Start of Provided entries

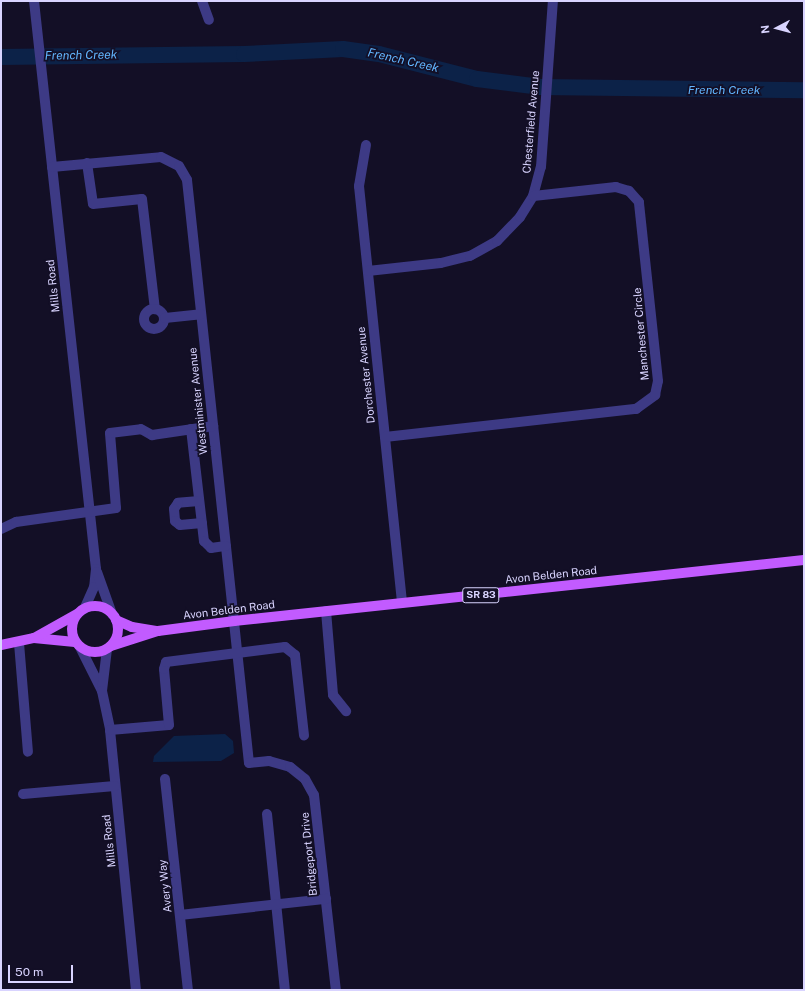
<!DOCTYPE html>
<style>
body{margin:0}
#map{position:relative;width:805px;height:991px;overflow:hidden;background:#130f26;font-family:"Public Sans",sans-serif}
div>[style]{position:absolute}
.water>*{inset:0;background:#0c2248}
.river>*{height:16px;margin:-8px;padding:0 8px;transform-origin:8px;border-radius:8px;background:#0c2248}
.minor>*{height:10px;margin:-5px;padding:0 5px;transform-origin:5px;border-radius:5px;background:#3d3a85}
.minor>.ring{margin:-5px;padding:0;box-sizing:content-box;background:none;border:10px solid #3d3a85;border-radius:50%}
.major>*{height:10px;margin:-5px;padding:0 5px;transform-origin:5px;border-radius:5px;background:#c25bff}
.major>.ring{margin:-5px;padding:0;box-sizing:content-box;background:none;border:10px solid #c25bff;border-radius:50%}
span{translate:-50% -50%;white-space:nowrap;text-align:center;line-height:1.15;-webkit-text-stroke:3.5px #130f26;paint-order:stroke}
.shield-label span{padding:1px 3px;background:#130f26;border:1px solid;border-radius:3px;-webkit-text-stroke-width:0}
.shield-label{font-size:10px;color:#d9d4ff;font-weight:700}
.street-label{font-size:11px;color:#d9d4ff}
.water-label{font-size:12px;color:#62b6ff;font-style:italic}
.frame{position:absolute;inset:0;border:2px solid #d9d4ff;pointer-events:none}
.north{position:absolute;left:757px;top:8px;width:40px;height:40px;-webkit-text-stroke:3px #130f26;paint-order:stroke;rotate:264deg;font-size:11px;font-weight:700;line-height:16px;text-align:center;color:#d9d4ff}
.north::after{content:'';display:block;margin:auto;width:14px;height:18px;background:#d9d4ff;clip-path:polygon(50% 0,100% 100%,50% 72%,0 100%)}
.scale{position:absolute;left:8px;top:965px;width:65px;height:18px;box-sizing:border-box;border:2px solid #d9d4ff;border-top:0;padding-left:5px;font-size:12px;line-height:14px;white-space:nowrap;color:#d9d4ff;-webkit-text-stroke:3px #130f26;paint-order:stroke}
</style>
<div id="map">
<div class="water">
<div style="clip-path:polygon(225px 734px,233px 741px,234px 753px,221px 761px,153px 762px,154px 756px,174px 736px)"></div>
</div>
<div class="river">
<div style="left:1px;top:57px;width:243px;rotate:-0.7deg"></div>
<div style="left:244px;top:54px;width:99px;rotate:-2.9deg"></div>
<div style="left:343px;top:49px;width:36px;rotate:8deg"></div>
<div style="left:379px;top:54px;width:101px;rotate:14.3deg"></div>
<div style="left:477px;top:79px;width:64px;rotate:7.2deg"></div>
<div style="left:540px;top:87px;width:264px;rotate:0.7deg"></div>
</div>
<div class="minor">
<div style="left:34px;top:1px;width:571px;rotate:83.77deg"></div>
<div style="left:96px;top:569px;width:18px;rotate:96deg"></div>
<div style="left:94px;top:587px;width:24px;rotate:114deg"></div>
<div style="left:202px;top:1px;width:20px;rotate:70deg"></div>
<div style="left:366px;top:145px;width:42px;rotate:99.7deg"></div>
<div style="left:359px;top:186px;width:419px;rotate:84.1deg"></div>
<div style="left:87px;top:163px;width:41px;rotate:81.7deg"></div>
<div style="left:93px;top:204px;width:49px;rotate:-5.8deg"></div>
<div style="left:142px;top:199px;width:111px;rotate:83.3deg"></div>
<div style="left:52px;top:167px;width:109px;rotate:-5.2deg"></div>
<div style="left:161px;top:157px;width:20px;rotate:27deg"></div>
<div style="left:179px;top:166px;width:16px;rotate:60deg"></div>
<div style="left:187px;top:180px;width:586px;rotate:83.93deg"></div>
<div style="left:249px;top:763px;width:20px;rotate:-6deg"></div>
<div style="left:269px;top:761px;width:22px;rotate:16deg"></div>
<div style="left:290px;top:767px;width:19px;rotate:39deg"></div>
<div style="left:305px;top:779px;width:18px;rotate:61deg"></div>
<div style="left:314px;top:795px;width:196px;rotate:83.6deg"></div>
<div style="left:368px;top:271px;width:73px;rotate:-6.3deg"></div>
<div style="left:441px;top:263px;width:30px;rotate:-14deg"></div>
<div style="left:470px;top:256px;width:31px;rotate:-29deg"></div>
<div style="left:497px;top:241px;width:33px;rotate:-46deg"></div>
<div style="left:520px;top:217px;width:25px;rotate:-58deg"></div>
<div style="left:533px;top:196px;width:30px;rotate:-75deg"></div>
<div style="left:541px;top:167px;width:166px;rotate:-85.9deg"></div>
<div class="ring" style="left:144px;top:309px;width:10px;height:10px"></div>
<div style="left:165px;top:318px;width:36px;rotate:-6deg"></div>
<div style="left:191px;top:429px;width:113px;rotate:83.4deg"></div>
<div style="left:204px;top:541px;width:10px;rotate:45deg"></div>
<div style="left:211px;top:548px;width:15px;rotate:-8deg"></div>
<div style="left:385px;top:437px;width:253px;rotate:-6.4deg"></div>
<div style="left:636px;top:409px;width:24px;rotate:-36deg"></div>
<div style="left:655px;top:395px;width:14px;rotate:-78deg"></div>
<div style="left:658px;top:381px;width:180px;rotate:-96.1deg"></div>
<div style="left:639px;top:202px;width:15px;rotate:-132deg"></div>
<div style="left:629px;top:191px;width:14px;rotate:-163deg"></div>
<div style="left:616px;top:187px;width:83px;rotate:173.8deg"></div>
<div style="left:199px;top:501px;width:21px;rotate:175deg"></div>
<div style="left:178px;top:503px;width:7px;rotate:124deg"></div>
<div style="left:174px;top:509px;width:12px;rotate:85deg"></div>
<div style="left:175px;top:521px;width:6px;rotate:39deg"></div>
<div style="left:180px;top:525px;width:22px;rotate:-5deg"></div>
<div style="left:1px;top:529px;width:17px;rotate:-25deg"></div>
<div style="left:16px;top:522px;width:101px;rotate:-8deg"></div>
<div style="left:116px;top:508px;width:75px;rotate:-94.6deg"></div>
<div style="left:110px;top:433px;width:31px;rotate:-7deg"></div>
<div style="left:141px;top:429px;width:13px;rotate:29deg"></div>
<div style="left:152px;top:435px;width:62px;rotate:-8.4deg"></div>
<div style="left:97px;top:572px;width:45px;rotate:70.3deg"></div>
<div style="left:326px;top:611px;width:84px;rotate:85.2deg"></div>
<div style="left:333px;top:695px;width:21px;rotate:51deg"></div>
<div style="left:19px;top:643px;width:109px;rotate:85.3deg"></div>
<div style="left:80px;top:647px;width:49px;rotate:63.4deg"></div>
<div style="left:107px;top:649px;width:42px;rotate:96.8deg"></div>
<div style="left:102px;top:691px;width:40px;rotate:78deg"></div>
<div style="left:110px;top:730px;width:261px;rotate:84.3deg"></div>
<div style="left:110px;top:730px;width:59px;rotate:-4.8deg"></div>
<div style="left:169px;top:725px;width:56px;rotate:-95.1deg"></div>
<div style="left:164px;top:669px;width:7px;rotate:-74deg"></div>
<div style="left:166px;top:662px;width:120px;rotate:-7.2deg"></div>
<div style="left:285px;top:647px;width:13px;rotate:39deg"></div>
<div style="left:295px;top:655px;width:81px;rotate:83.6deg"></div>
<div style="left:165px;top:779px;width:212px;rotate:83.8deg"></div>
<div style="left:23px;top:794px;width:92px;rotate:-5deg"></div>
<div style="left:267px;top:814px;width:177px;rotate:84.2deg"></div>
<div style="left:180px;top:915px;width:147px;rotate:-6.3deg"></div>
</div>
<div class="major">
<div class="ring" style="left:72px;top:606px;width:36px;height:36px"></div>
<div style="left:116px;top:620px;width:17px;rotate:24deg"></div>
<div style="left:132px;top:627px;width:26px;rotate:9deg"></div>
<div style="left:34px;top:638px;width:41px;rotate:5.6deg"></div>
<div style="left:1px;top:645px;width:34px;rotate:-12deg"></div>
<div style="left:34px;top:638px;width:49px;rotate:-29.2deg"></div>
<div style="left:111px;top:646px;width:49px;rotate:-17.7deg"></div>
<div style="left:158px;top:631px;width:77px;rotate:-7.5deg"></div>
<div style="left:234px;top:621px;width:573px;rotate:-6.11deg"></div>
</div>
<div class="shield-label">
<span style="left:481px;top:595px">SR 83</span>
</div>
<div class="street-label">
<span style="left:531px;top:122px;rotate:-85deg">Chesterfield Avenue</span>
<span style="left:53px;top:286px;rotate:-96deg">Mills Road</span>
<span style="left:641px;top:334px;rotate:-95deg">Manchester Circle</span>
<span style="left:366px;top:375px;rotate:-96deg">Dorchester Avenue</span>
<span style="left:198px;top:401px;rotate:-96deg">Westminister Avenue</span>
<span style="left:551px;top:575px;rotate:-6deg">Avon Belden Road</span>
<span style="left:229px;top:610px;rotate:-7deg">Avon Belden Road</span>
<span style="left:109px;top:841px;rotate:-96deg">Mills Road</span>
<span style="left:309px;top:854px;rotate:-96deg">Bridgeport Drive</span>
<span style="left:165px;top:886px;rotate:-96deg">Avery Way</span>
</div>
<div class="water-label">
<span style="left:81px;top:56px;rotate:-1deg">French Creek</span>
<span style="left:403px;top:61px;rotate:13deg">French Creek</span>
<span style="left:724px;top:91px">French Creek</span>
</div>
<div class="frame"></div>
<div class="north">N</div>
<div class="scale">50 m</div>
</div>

End of Provided entries

◆ Exercise description: Which lines of the data contain the word "river"? Copy each one.

◆ Answer to this task:
.river>*{height:16px;margin:-8px;padding:0 8px;transform-origin:8px;border-radius:8px;background:#0c2248}
<div class="river">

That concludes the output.